The detection results on the two datasets are visualized in Figure 10. On the GooseDetect, the performance differences among models are more pronounced. In scenes with mild occlusion (first row), YOLO-SDD performs best, exhibiting only occasional false positives and misses. YOLOv9 follows as the next best, though with a slightly higher number of false positives. However, YOLOv10 and YOLOv11 show noticeable misses under the same conditions, revealing their limitations in handling occlusion. In the second row, which depicts a more complex environment with a higher number of targets and severe occlusion of some geese, detection difficulty increases significantly. All detectors are affected, displaying varying degrees of false positives and misses. Nevertheless, YOLO-SDD demonstrates greater robustness, effectively reducing both miss and false positive rates, outperforming all compared models. In contrast, YOLOv8’s performance declines most notably in such scenes, with a higher miss rate, indicating its limitations in dense environments and severe occlusion.

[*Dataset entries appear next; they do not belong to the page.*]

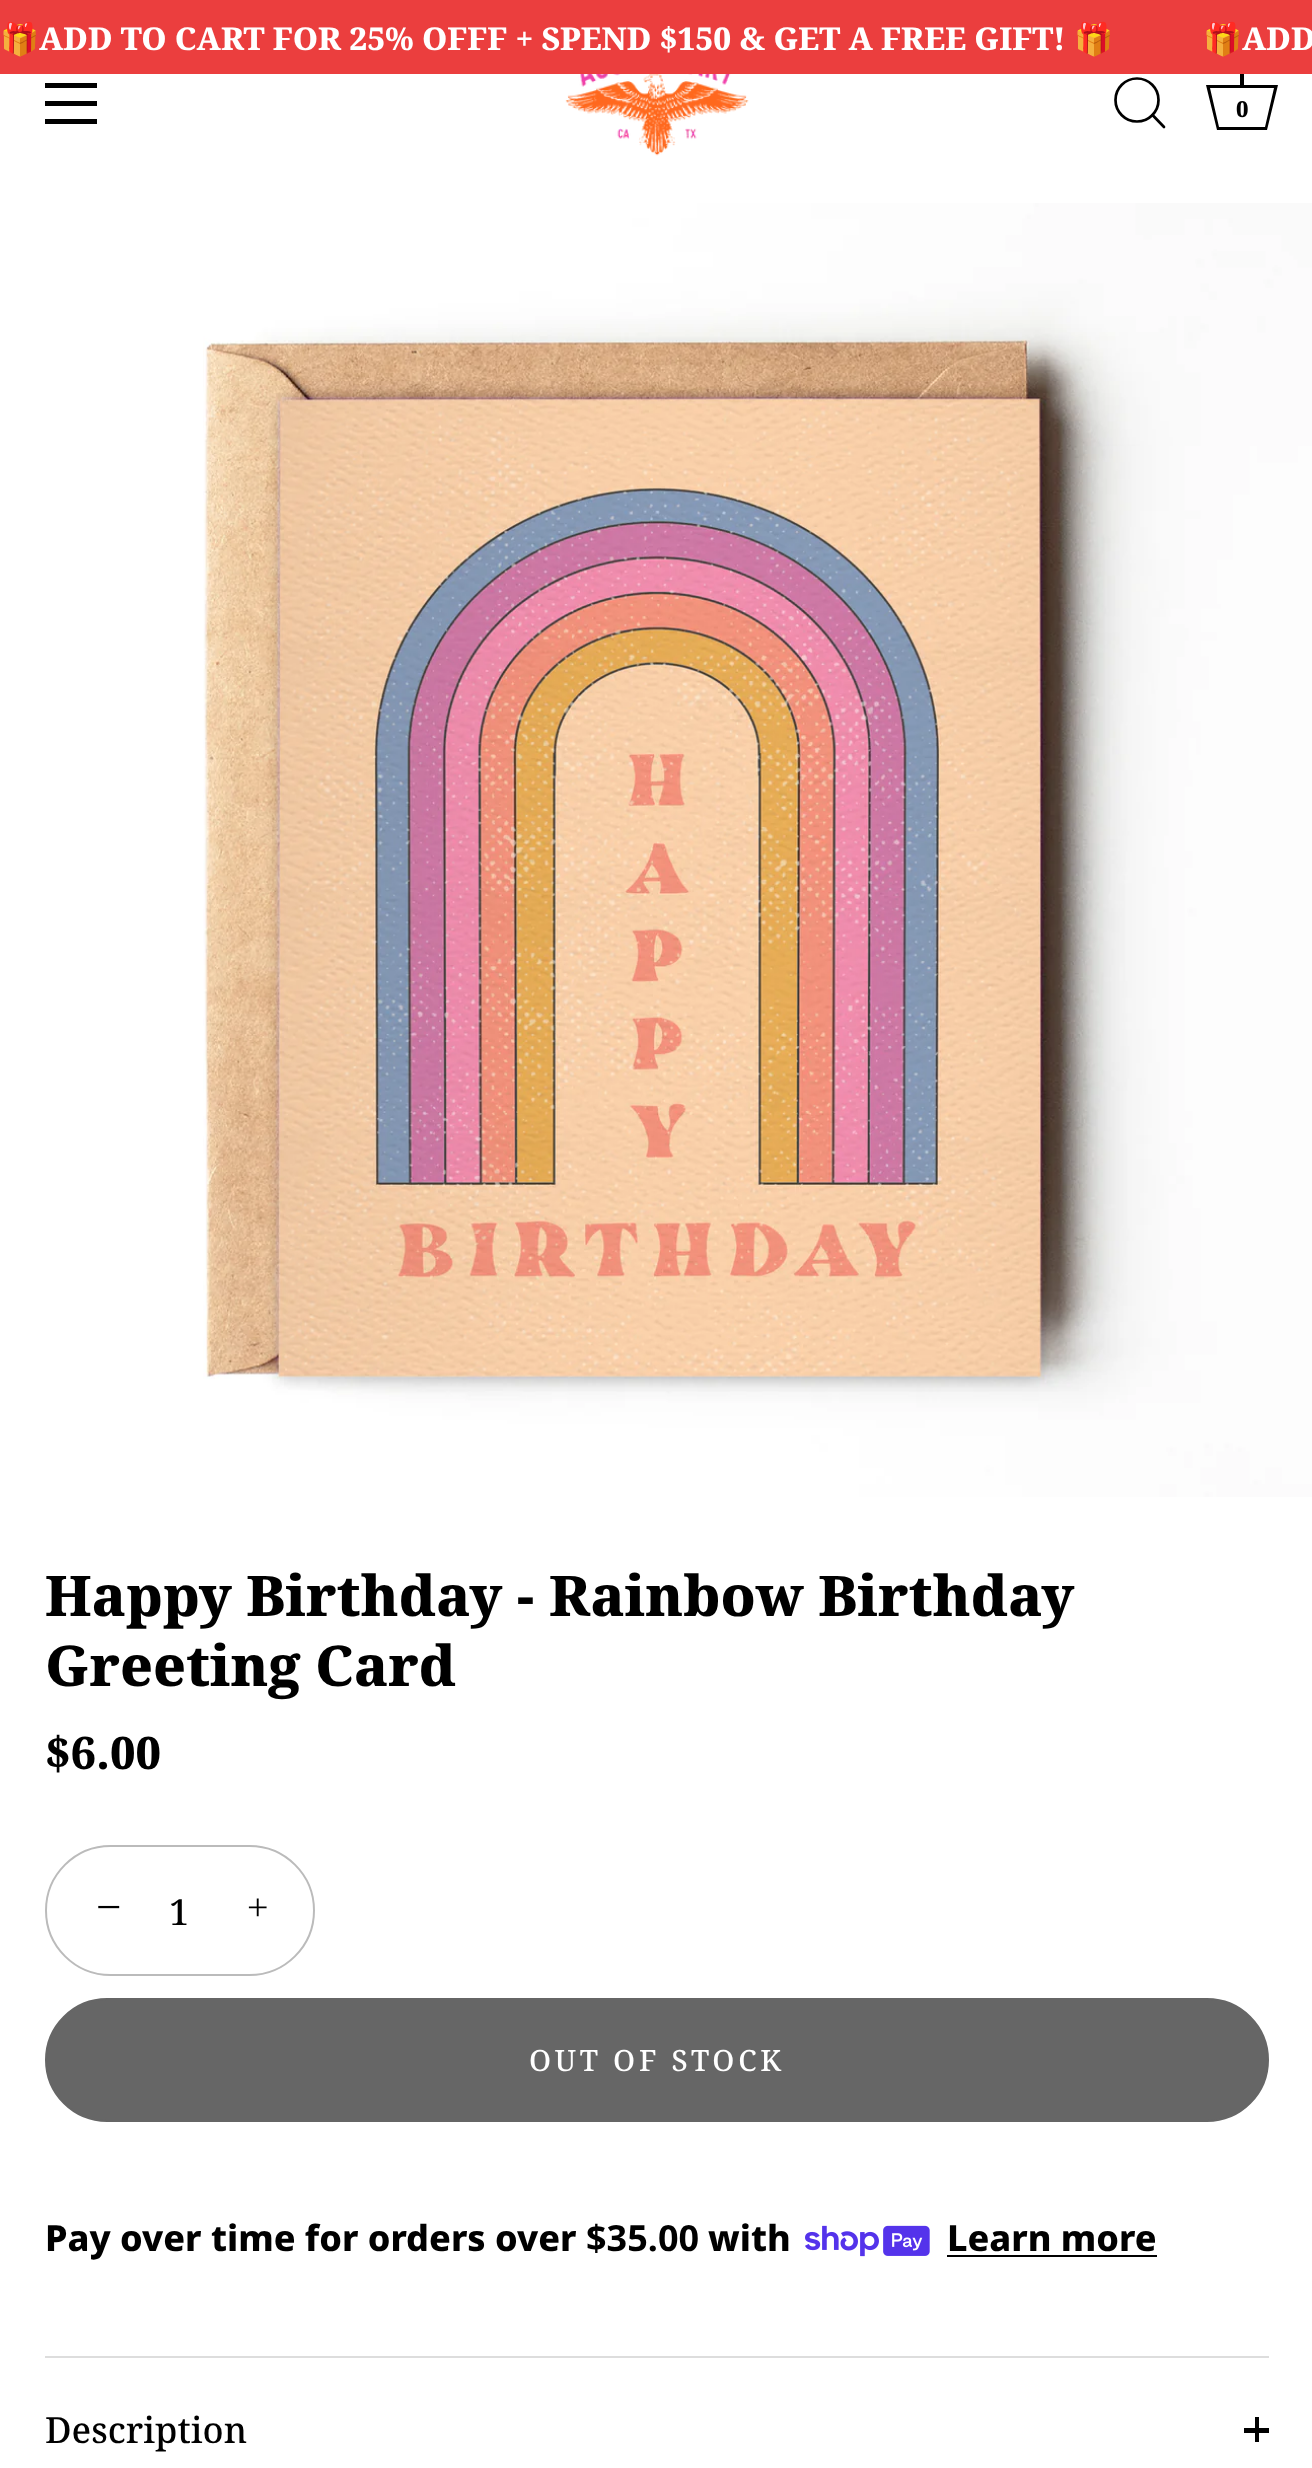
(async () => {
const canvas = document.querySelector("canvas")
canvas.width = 1312
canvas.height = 2468
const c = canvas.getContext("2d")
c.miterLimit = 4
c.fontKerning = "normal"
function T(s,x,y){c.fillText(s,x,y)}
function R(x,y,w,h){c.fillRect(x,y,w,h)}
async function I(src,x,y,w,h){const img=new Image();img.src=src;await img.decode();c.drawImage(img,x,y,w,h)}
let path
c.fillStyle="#fff"
R(0,0,1312,2468)
c.fillStyle="#eb3e3e"
R(0,0,1312,74)
c.font="bold 31.5px Noto Color Emoji"
c.fillStyle="#fff"
T("🎁",0,50)
c.font="800 31.5px Noto Serif"
T("ADD TO CART FOR 25% OFFF + SPEND $150 & GET A FREE GIFT!",39,50)
c.font="bold 31.5px Noto Color Emoji"
T("🎁",1074,50)
T("🎁",1203,50)
c.font="800 31.5px Noto Serif"
T("ADD",1242,50)
c.fillStyle="#000"
R(45,83,52,5)
R(45,101,52,5)
R(45,119,52,5)
await I("1.png",565,74,184,82)
c.beginPath()
c.arc(1137,100,21.5,0,7)
c.strokeStyle="#000"
c.lineWidth=2.7
c.stroke()
path = new Path2D("M1164 127l-11.5-12")
c.lineCap="round"
c.lineJoin="round"
c.stroke(path)
R(1240,74,4,11)
path = new Path2D("M1274 88l-9 39h-46l-9-39h64m4-3h-72l11 45h50z")
c.fill(path)
c.font="800 22px Noto Serif"
T("0",1236,117)
await I("2.png",203,203,1109,1294)
c.font="800 56.2px Noto Serif"
T("Happy Birthday - Rainbow Birthday",45,1616)
T("Greeting Card",45,1686)
c.font="800 45px Noto Serif"
T("$6.00",45,1769)
c.beginPath()
c.roundRect(46,1846,268,129,64.5)
c.strokeStyle="#bbb"
c.lineWidth=2
c.lineJoin="miter"
c.stroke()
c.font="45px Liberation Serif"
T("−",96,1922)
c.letterSpacing="2px"
c.font="500 36px Noto Serif"
T("1",169,1925)
c.letterSpacing="0px"
c.font="38px Liberation Serif"
T("+",247,1920)
c.fillStyle="#666"
c.beginPath()
c.roundRect(46,1999,1222,122,61)
c.fill()
c.strokeStyle="#666"
c.stroke()
c.letterSpacing="3.75px"
c.font="500 29.25px Noto Serif"
c.fillStyle="#fff"
T("OUT OF STOCK",529,2071)
c.letterSpacing="0px"
c.font="800 36px Noto Sans"
c.fillStyle="#000"
T("Pay over time for orders over",45,2251)
c.font="bold 36px Noto Sans"
T("$35.00",586,2251)
c.font="800 36px Noto Sans"
T("with",708,2251)
await I("3.png",805,2225,125,32)
T("Learn more",947,2251)
R(947,2255,210,2)
c.fillStyle="#ddd"
R(45,2356,1224,2)
c.font="500 36px Noto Serif"
c.fillStyle="#000"
T("Description",45,2443)
R(1255,2417,4,25)
R(1244,2428,25,5)
})()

On the SheepCounter, YOLO-SDD accurately identifies all targets in low-density scenes (third row), matching YOLOv10’s performance. However, in more crowded scenarios (fourth row), YOLO-SDD again exhibits a clear advantage, achieving the lowest rates of misses and false positives. This superior performance stems from YOLO-SDD’s strong capability in handling dense targets and complex occlusion, particularly due to its accurate and robust feature extraction. Additionally, YOLO-SDD’s design enables it to efficiently address challenges posed by varying angles and weather conditions in dynamic shooting environments, showcasing excellent generalization and practical application potential.

3.3. Ablation Study

We conduct ablation experiments on the ChickenFlow dataset to evaluate the impact of each module on network performance. We also analyze the effectiveness of each component, using the unmodified YOLOv8s as the baseline model.

Analyses for WEConv.

Table 5. Analyses for WEConv. The bold values in the table represent the best results for each metric.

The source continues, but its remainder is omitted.